= Beginning of Section =

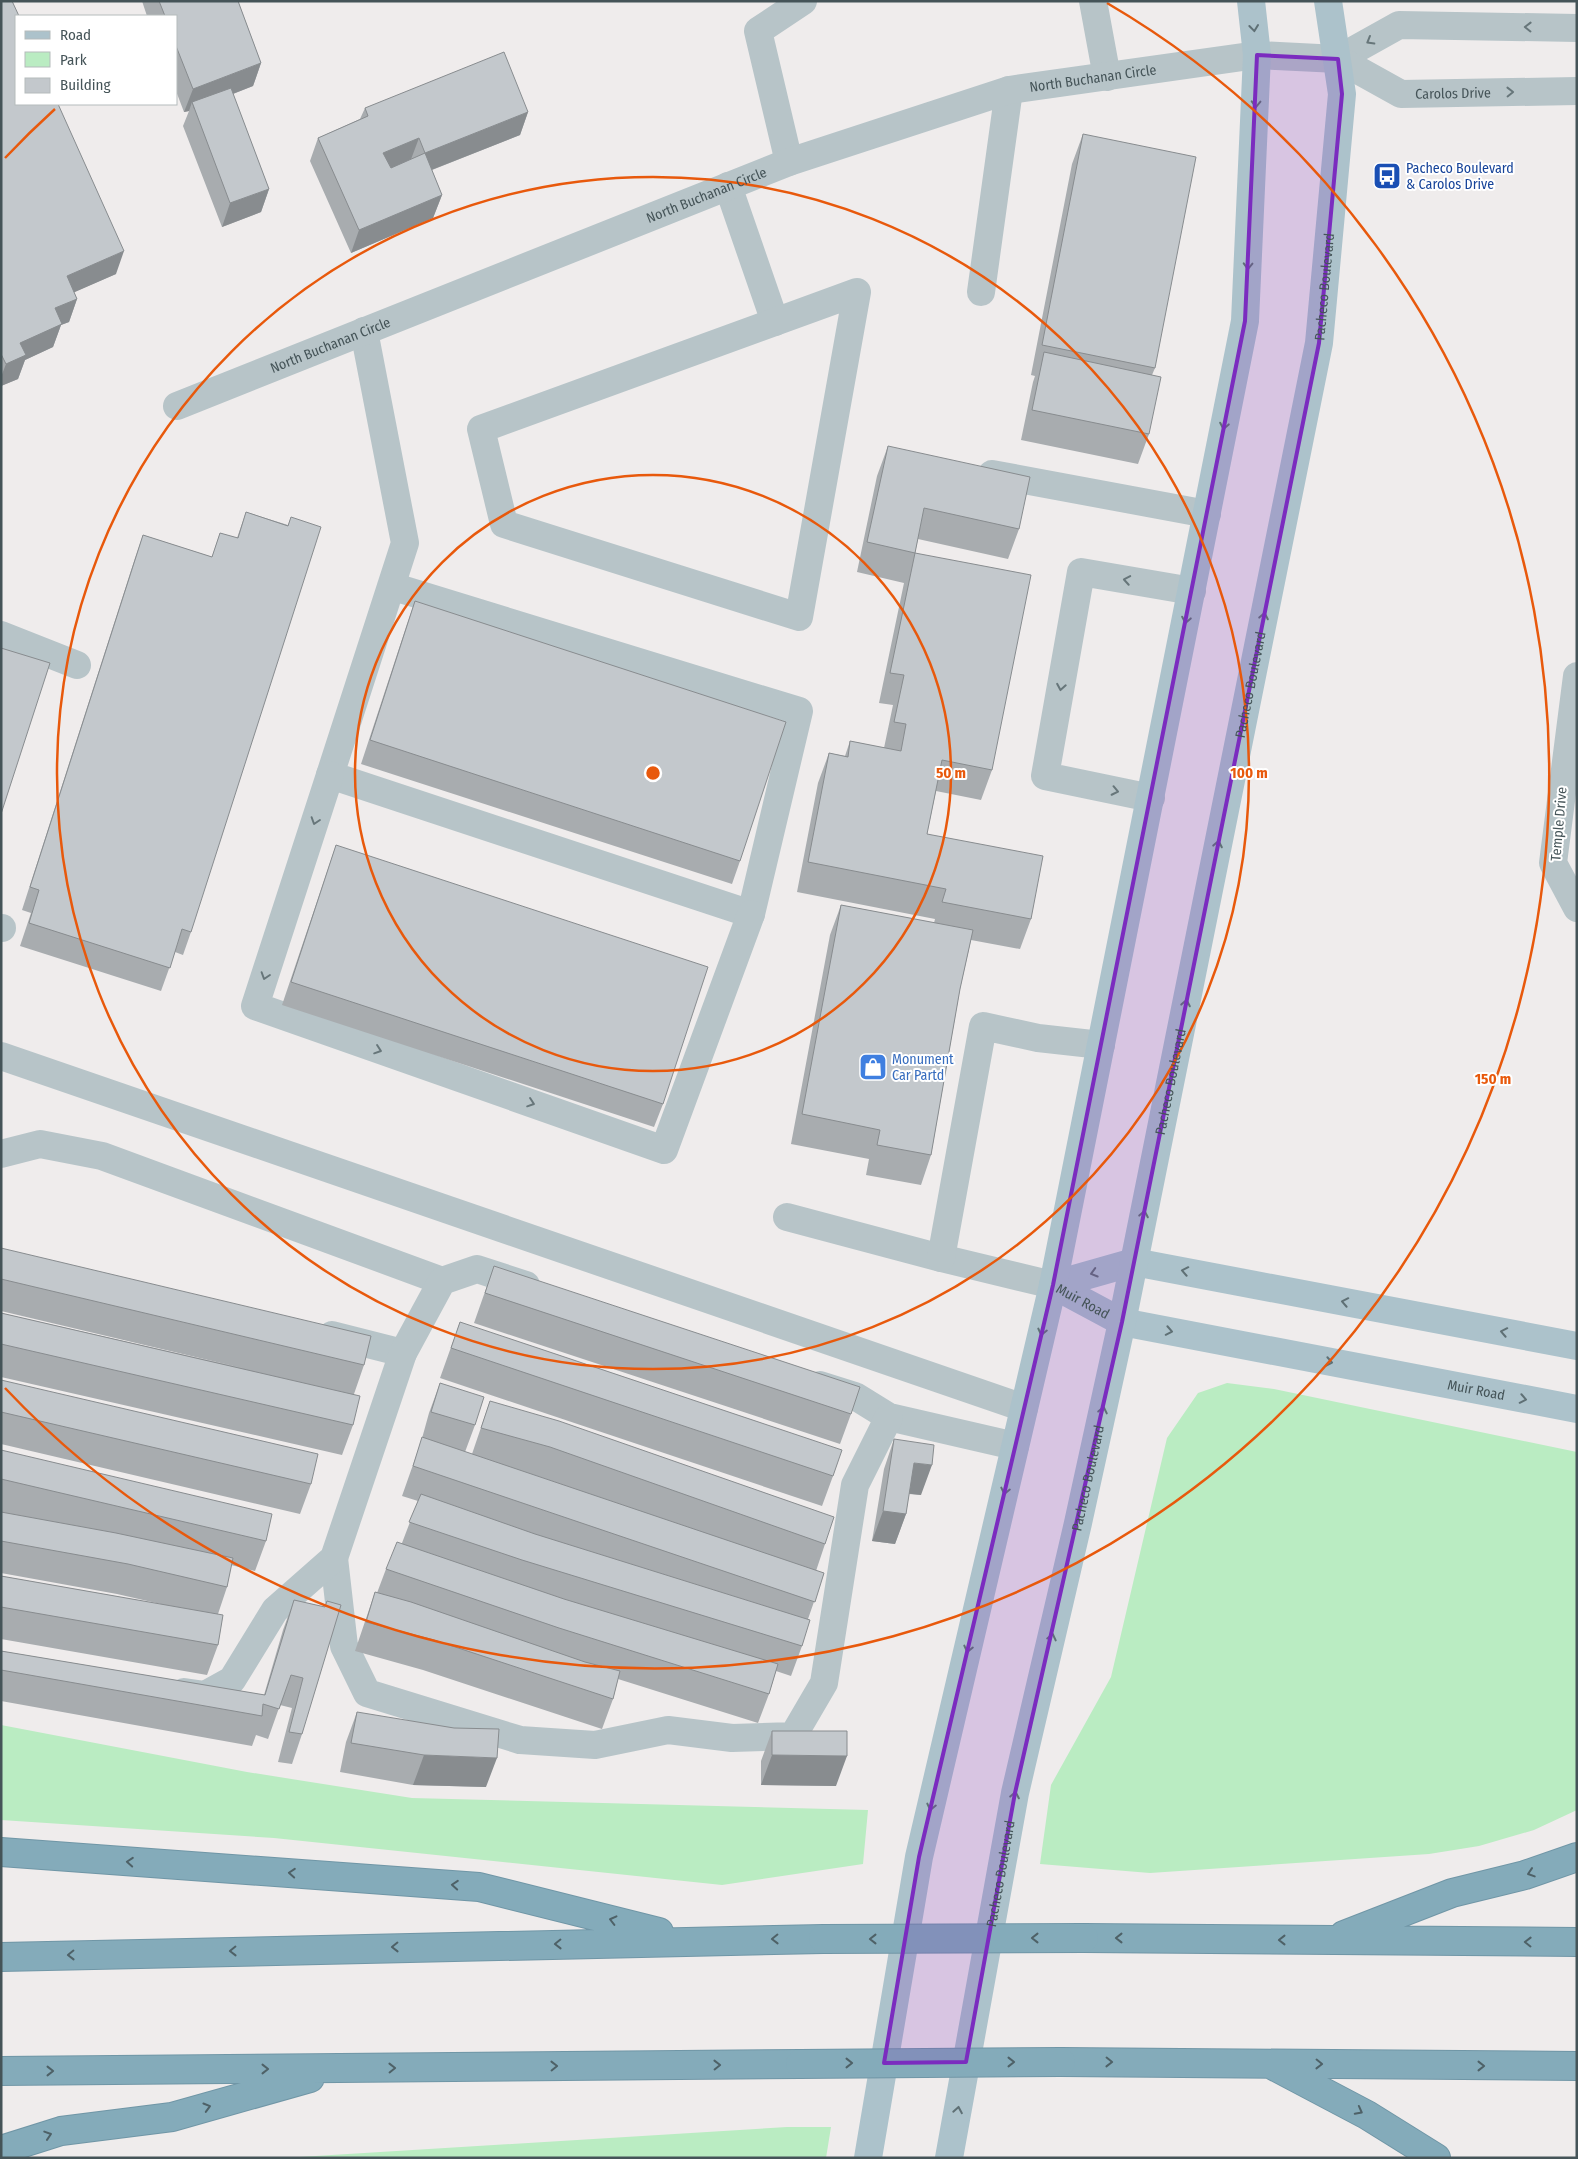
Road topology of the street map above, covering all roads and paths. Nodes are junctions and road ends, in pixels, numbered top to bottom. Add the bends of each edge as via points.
1 (803, 1) edge
2 (1094, 1) edge
3 (1250, 1) edge
4 (1328, 1) edge
5 (1577, 28) edge
6 (1257, 55) junction
7 (1338, 59) junction
8 (1107, 77) junction
9 (1009, 90) junction
10 (1577, 91) edge
11 (790, 162) junction
12 (728, 186) junction
13 (981, 292) dead end
14 (775, 322) junction
15 (364, 331) junction
16 (177, 406) dead end
17 (968, 470) edge
18 (1207, 514) junction
19 (391, 586) junction
20 (1192, 591) junction
21 (1, 635) edge
22 (77, 665) dead end
23 (1577, 676) edge
24 (330, 775) junction
25 (1150, 798) junction
26 (1577, 908) edge
27 (751, 914) junction
28 (1101, 1045) junction
29 (1, 1056) edge
30 (1, 1154) edge
31 (787, 1217) dead end
32 (941, 1258) junction
33 (1134, 1262) junction
34 (442, 1281) junction
35 (1053, 1285) junction
36 (552, 1294) edge
37 (1122, 1322) junction
38 (309, 1329) edge
39 (1577, 1346) edge
40 (403, 1353) junction
41 (798, 1377) edge
42 (1024, 1408) junction
43 (1577, 1409) edge
44 (889, 1417) junction
45 (1015, 1446) junction
46 (334, 1558) junction
47 (156, 1687) edge
48 (1, 1852) edge
49 (1577, 1857) edge
50 (1330, 1940) junction
51 (694, 1941) junction
52 (1577, 1942) edge
53 (1, 1957) edge
54 (1270, 2064) junction
55 (1577, 2066) edge
56 (343, 2068) junction
57 (1, 2071) edge
58 (1, 2150) edge
59 (868, 2158) edge
60 (949, 2158) edge
61 (1436, 2158) edge

1 - 11 street via 758,31
2 - 8 street
3 -> 6 main road
4 - 7 main road, Pacheco Boulevard
5 -> 7 street via 1399,24
6 - 7 street, Carolos Drive
6 - 8 street, North Buchanan Circle
6 -> 18 main road via 1246,322
7 -> 10 street, Carolos Drive via 1400,94
33 -> 7 main road, Pacheco Boulevard via 1319,343 1342,94
8 - 9 street, North Buchanan Circle
9 - 11 street, North Buchanan Circle
9 - 13 street
11 - 12 street, North Buchanan Circle
12 - 14 street
12 - 15 street, North Buchanan Circle
14 - 14 street via 481,429 504,524 800,617 857,292
15 - 16 street, North Buchanan Circle
15 - 19 street via 405,543
17 - 18 street
18 - 20 main road
19 - 24 street
19 - 27 street via 799,711
20 -> 25 main road
20 -> 25 street via 1081,572 1045,776
21 - 22 street
23 - 26 street, Temple Drive via 1553,863
24 - 27 street
24 -> 27 street via 255,1006 664,1150
25 - 28 main road
28 - 32 street via 1038,1038 983,1026
28 - 35 main road
29 - 42 street
30 - 34 street via 40,1144 102,1156
31 - 32 street
32 - 35 street
33 -> 35 main road, Muir Road
33 - 37 main road, Pacheco Boulevard
39 -> 33 main road, Muir Road
34 - 36 street via 477,1269
34 - 40 street
35 - 37 main road, Muir Road
35 -> 42 main road
37 -> 43 main road, Muir Road
60 -> 37 main road, Pacheco Boulevard via 1015,1793
38 - 40 street
40 - 46 street
41 - 44 street via 855,1396
42 - 45 main road
44 - 45 street
44 - 46 street via 856,1486 824,1683 793,1736 732,1738 668,1730 595,1745 520,1740 367,1693 344,1646
45 -> 59 main road via 919,1856
46 - 47 street via 275,1610 232,1680 205,1695
51 -> 48 highway via 479,1887
49 -> 50 highway via 1525,1875 1452,1892
50 -> 51 highway, bridge
52 -> 50 highway
51 -> 53 highway
54 -> 55 highway
56 -> 54 highway, bridge via 1060,2062
54 -> 61 highway via 1367,2116
57 -> 56 highway
58 -> 56 highway via 61,2131 172,2118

= End of Section =

> [Instructions for the task]:
Say how many lines of the material contain the word "Carolos", with no other text.

> [Task solution]:
2